The Department of Justice (or DoJ) is set to conduct an antitrust review of the Google-Fitbit deal, Reuters reported Tuesday. What has prompted the DoJ to look into Google’s proposed acquisition of the wearable device maker is unknown. However, the DoJ and other American regulators have recently been scrutinizing big tech companies over antitrust issues. For example, Google currently faces antitrust investigations by the DoJ, as well as Congress and state entities. Facebook and Amazon also seem to be in the DoJ’s crosshairs over antitrust matters.
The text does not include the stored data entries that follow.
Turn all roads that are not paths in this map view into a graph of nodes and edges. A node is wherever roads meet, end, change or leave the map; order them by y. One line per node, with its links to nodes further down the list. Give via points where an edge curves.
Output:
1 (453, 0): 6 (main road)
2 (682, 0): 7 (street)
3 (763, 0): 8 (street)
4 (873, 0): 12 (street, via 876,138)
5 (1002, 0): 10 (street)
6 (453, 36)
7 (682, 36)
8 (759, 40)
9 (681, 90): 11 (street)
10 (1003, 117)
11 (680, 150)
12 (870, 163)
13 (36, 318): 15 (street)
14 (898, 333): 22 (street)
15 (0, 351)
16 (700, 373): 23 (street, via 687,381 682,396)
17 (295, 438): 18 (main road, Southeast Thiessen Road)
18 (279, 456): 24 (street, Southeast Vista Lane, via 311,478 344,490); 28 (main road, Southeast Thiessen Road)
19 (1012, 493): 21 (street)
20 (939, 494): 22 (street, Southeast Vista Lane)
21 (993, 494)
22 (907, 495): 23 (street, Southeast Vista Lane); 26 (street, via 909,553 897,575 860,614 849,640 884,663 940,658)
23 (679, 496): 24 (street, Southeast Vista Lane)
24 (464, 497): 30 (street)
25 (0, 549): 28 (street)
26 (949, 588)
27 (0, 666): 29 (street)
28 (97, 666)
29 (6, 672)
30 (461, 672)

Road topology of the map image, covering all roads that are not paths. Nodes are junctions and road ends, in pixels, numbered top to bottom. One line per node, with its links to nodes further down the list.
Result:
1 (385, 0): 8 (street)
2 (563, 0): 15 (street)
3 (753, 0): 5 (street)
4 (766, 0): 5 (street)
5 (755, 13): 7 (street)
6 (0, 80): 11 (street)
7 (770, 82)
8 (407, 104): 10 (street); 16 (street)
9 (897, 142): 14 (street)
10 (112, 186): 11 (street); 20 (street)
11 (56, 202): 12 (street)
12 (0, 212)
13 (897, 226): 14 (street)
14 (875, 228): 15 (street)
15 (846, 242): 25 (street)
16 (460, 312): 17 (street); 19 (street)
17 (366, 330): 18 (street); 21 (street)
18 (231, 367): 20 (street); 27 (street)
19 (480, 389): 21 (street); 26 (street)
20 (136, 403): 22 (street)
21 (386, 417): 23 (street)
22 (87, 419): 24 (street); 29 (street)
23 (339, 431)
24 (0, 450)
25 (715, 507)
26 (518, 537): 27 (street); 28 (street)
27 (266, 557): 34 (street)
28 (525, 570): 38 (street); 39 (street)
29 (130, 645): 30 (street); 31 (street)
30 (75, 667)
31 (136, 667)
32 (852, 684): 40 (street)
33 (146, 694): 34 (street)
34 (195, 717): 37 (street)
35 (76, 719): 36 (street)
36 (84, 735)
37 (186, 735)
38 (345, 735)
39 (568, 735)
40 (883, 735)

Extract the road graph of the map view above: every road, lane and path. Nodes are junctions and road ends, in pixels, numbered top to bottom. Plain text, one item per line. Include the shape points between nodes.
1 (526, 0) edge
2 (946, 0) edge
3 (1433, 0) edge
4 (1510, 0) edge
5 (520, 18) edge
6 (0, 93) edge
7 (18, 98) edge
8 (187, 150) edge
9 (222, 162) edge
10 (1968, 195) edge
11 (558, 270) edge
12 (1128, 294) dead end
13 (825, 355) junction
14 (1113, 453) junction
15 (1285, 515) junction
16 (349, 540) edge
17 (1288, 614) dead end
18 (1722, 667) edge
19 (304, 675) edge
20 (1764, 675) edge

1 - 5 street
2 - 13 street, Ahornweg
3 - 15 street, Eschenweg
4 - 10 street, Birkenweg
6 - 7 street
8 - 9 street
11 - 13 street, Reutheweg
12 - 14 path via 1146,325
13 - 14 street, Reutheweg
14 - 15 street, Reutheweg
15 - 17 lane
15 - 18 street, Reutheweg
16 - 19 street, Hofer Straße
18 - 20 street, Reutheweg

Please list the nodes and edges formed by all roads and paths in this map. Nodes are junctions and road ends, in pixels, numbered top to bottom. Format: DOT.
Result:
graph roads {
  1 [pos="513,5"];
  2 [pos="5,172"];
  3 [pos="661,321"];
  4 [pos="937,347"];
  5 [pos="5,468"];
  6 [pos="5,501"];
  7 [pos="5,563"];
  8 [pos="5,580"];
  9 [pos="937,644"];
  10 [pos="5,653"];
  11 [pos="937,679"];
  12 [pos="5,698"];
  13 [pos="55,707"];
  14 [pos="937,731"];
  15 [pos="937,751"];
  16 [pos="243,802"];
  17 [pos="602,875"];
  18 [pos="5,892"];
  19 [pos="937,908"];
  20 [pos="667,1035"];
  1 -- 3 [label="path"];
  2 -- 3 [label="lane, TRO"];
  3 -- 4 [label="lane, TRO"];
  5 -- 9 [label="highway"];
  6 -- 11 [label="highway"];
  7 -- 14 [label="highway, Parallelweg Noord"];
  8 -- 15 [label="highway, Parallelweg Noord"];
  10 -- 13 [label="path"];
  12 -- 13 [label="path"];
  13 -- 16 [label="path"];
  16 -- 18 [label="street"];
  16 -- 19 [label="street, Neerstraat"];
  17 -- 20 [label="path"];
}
The Fitbit deal could also face intense regulatory scrutiny in Europe

The DoJ’s review may just be the start of intense regulatory scrutiny of the search giant’s proposed Fitbit acquisition. The UK’s Labour Party has already urged the country’s antitrust regulator to block the transaction. EU antitrust chief Margrethe Vestager has also expressed concerns over big tech acquisitions that seemed motivated by an appetite for data.

Google hires health device executive as it prepares to swallow Fitbit

Google has hired AliveCor chief medical officer Jacqueline Shreibati to fill a senior role in its digital health division, CNBC reports. AliveCor makes health devices. Its products include a gadget that people can use to monitor their heart rhythm to detect anomalies. Shreibati will join the Google Health unit, the same one that could also benefit from Google’s acquisition of Fitbit.

The Fitbit acquisition promises to jumpstart Google’s entry into the fitness tracker and smartwatch markets, worth over $90 billion combined. Google counts on such acquisitions to help diversify its business, which currently focuses on the advertising market.